**** RECORDS SUPPLIED ****

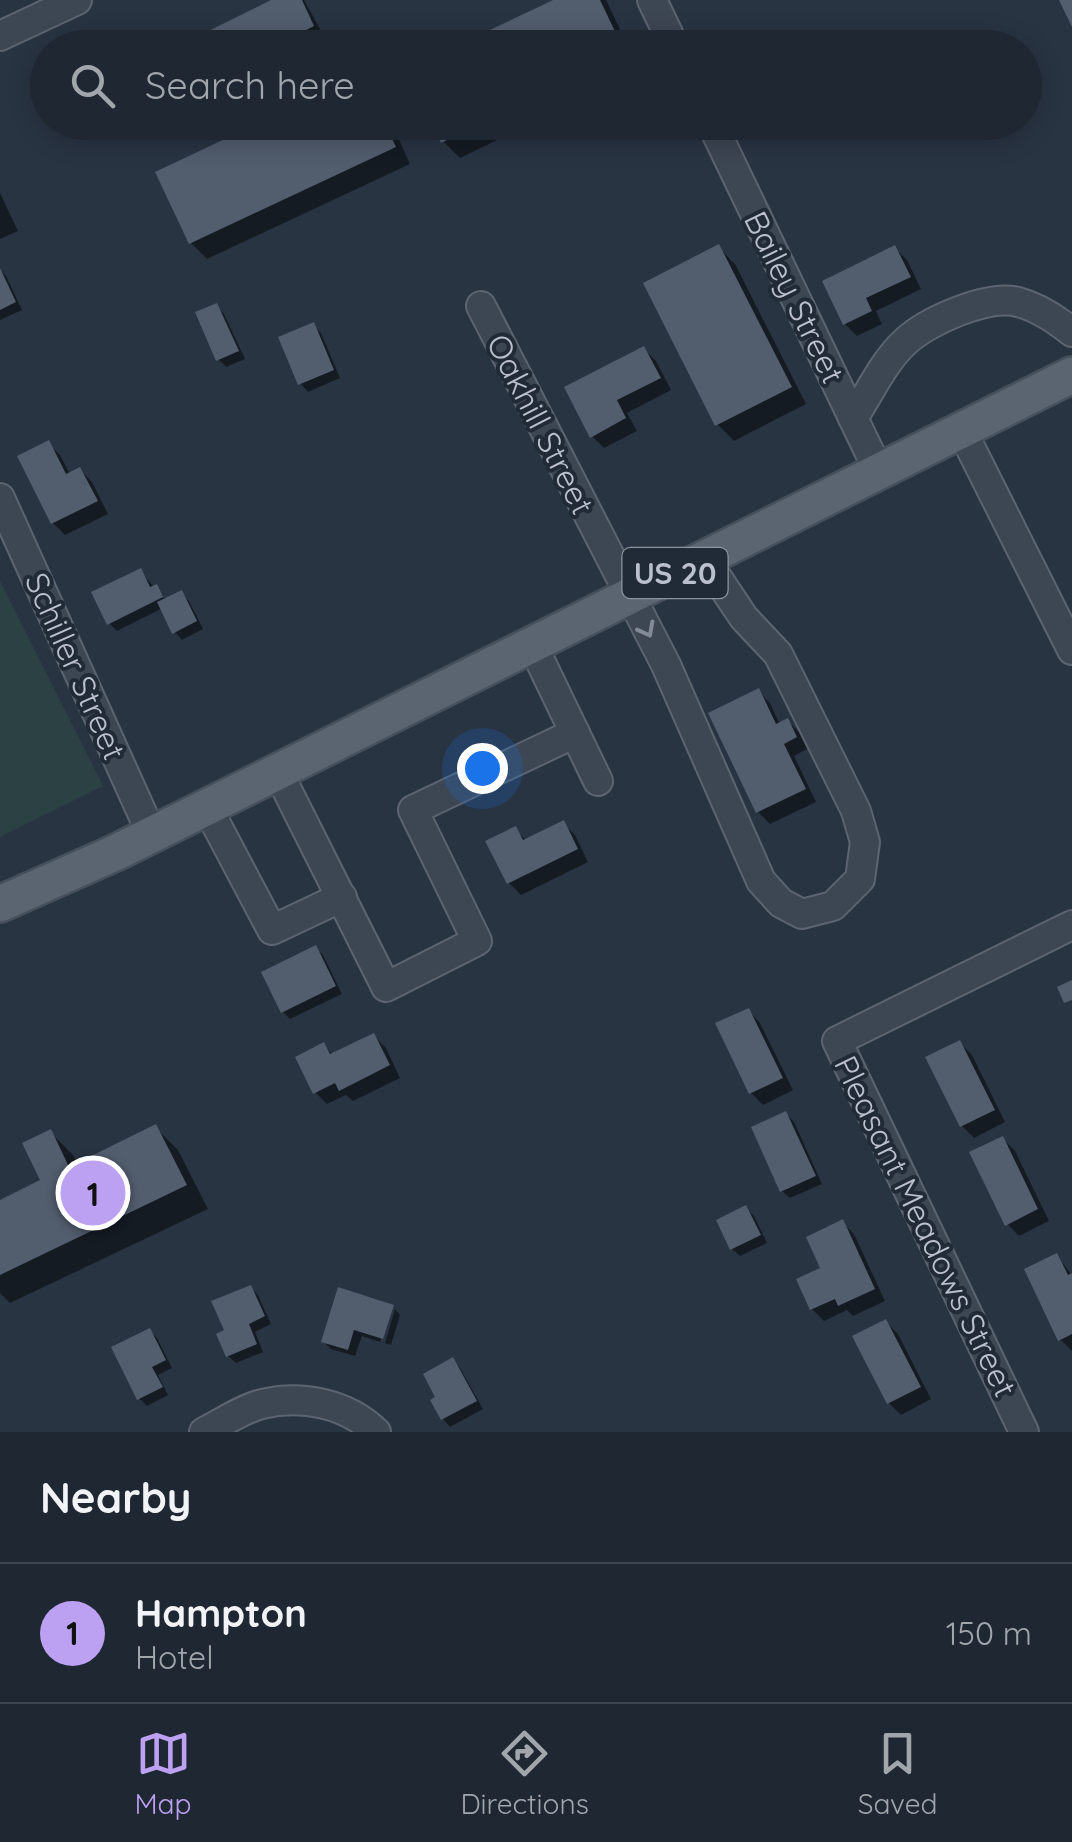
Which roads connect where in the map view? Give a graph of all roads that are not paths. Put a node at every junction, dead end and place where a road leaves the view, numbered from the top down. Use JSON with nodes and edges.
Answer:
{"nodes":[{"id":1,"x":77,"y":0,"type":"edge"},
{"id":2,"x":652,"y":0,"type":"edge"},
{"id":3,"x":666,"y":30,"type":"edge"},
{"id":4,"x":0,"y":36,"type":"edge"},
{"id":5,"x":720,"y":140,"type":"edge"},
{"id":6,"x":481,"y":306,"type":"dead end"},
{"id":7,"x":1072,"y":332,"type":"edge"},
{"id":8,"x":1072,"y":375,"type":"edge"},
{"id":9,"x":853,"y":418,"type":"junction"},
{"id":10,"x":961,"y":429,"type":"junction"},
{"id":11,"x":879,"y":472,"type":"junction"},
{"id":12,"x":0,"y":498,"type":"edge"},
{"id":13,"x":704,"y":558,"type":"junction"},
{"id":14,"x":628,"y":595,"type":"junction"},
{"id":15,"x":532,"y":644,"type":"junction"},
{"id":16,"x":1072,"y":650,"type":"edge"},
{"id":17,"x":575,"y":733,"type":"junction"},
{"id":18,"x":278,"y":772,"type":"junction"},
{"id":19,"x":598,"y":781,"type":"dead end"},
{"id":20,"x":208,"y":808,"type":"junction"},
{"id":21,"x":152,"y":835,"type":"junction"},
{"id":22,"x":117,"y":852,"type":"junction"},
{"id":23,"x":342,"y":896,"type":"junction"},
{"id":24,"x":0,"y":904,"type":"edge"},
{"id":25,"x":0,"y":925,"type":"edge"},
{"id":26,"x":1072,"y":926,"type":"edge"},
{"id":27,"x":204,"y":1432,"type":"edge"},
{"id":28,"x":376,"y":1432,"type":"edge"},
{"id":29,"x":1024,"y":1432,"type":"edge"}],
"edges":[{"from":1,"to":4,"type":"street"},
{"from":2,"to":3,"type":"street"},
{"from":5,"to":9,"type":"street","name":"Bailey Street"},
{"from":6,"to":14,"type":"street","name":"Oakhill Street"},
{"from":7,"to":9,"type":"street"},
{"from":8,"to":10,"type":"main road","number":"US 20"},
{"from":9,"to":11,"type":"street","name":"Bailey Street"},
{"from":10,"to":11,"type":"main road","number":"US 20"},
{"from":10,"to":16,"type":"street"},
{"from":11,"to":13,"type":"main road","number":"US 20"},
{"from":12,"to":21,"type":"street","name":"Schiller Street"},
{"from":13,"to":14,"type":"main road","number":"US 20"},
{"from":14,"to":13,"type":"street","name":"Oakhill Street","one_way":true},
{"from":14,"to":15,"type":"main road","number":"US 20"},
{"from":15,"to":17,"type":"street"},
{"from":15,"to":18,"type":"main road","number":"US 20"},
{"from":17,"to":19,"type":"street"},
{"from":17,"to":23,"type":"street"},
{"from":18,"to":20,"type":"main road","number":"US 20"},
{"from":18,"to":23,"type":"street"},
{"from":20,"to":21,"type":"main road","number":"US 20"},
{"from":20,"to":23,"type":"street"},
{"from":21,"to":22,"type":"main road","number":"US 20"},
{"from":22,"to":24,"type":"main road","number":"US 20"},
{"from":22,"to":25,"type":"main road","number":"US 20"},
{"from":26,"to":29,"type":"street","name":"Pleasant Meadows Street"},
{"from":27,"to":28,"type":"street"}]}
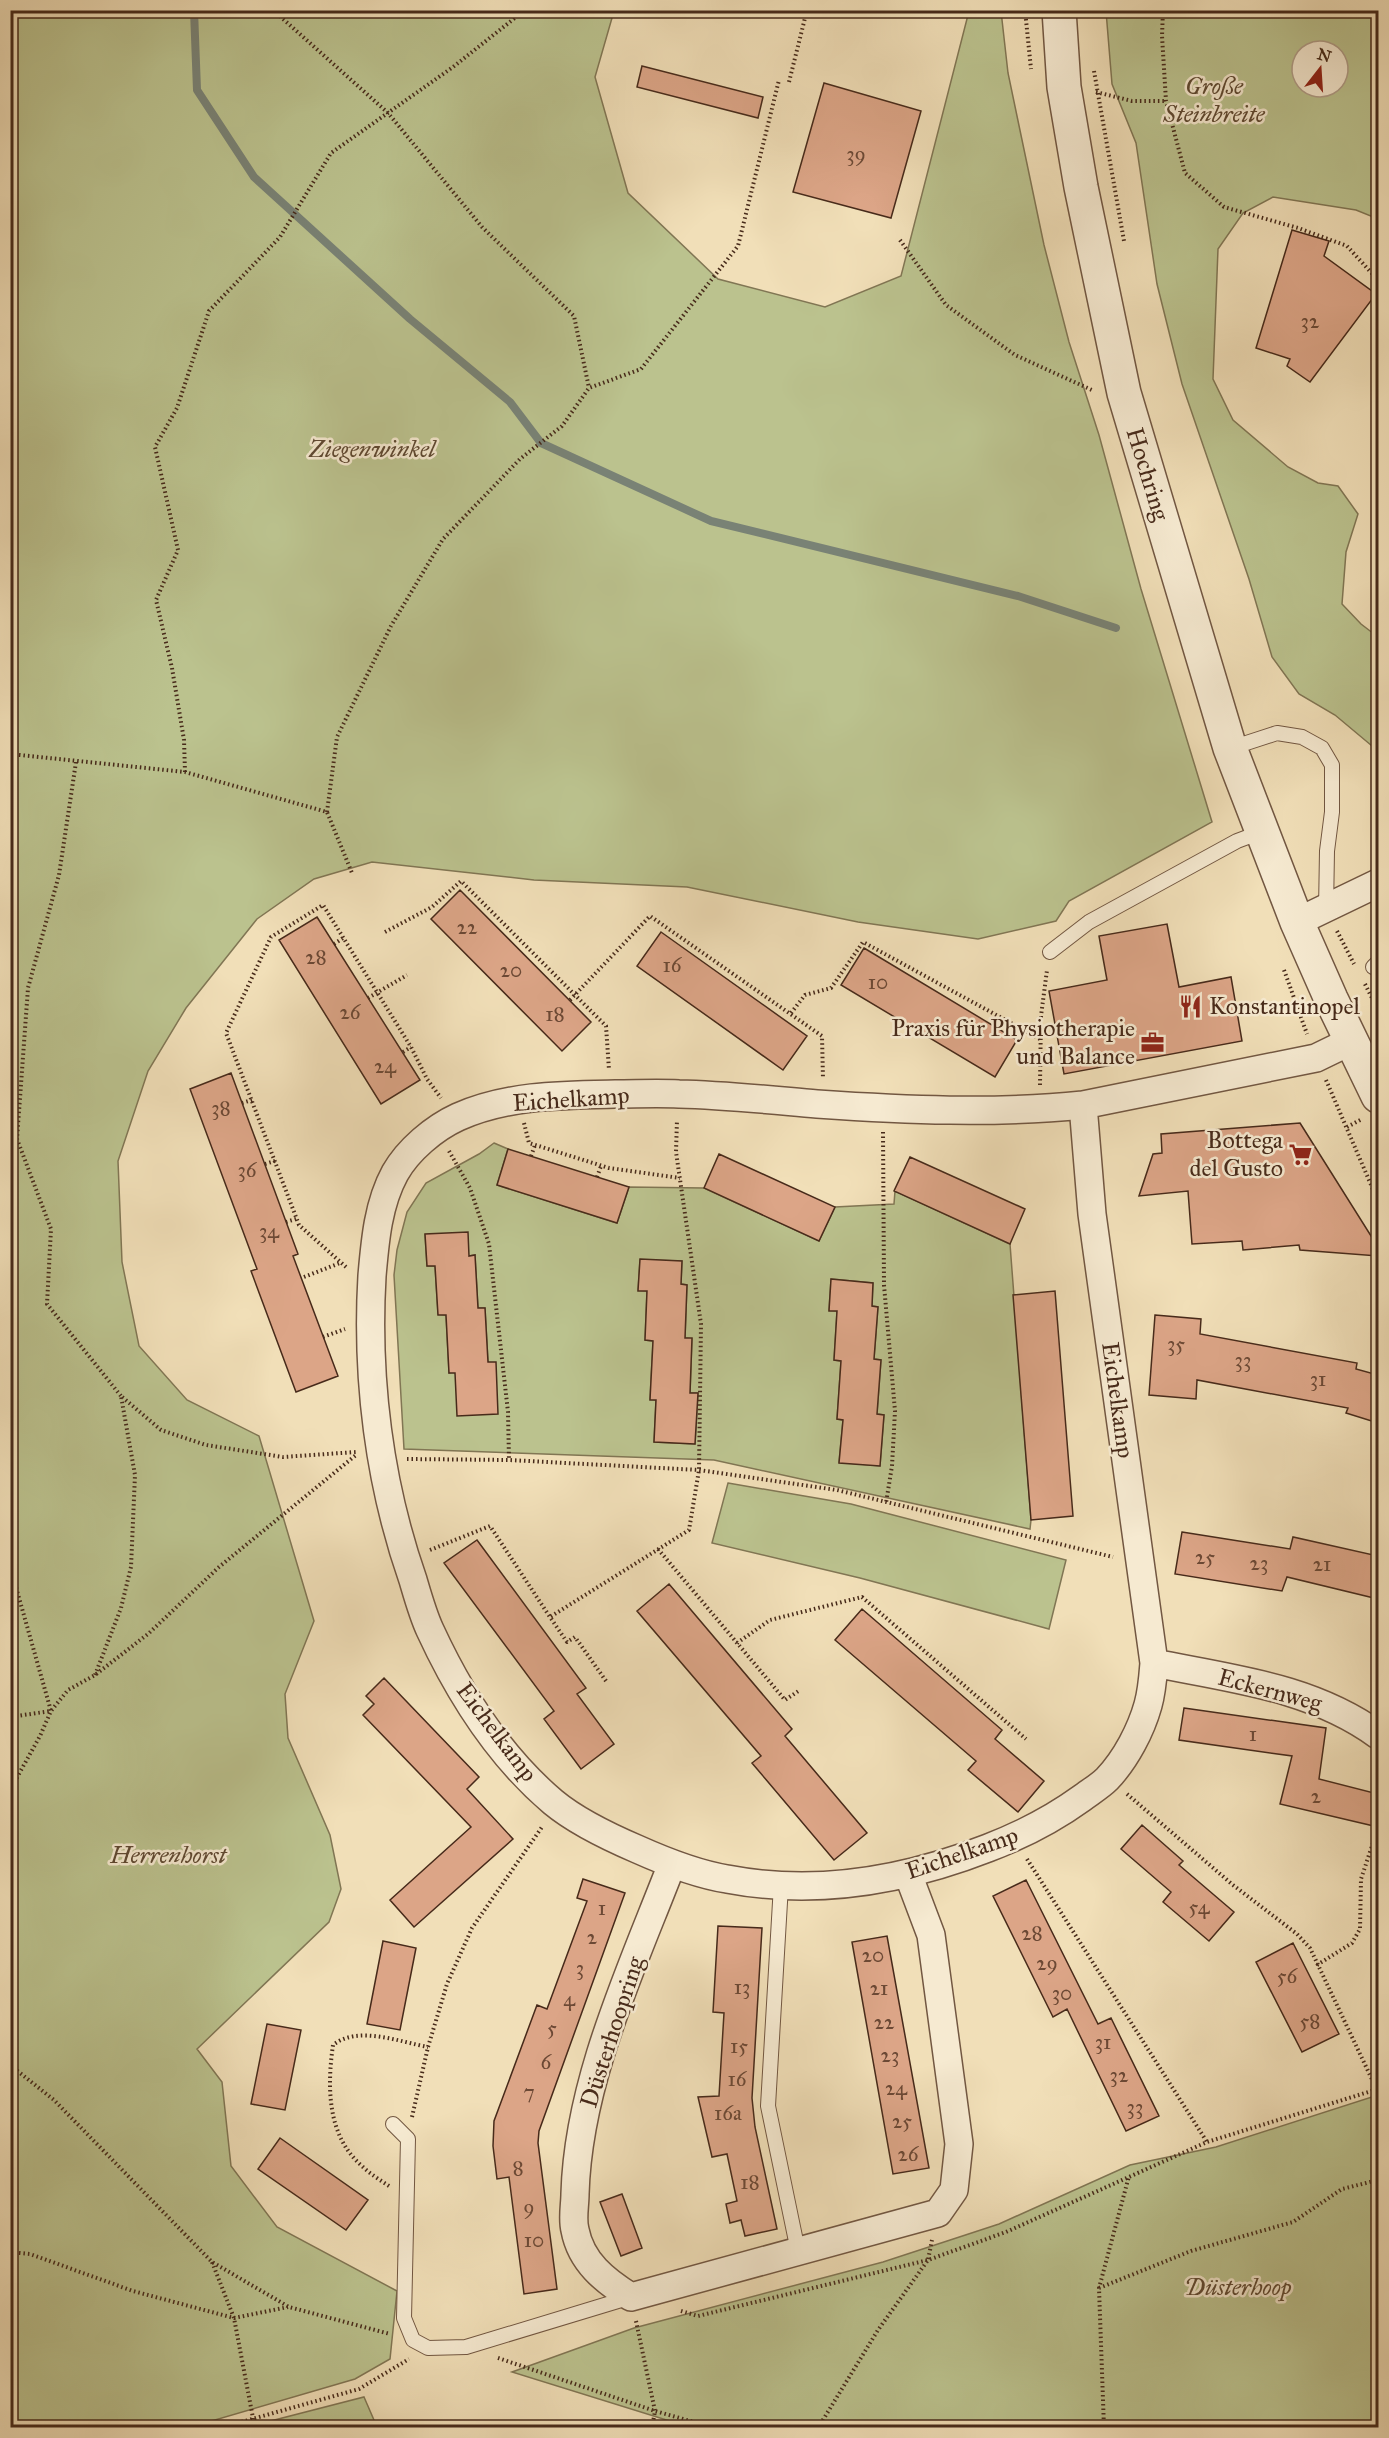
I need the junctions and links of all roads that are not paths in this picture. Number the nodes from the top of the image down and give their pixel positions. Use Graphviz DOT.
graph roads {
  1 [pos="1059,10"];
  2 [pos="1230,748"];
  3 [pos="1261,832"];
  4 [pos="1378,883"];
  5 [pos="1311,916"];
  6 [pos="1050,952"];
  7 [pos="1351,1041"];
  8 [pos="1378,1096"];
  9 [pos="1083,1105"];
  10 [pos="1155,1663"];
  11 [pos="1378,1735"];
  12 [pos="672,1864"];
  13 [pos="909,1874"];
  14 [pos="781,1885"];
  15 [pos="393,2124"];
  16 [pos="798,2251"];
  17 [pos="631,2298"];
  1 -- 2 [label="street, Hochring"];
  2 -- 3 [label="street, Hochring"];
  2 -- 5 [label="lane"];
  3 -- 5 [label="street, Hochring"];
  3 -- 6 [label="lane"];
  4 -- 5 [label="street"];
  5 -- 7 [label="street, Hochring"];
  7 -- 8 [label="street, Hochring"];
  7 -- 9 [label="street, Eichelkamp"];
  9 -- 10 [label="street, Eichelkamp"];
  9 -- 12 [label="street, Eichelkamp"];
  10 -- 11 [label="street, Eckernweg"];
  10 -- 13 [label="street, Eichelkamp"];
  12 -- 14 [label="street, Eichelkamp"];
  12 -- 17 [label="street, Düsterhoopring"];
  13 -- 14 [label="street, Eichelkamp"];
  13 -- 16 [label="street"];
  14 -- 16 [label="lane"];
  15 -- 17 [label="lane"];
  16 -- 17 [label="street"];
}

****

- INSTRUCTIONS TO FOLLOW -
Go through the records above. Copy each line in which the string "edges" appears.

- PROBLEM SOLUTION -
Which roads connect where in the map view? Give a graph of all roads that are not paths. Put a node at every junction, dead end and place where a road leaves the view, numbered from the top down. Use JSON with nodes and edges.
"edges":[{"from":1,"to":4,"type":"street"},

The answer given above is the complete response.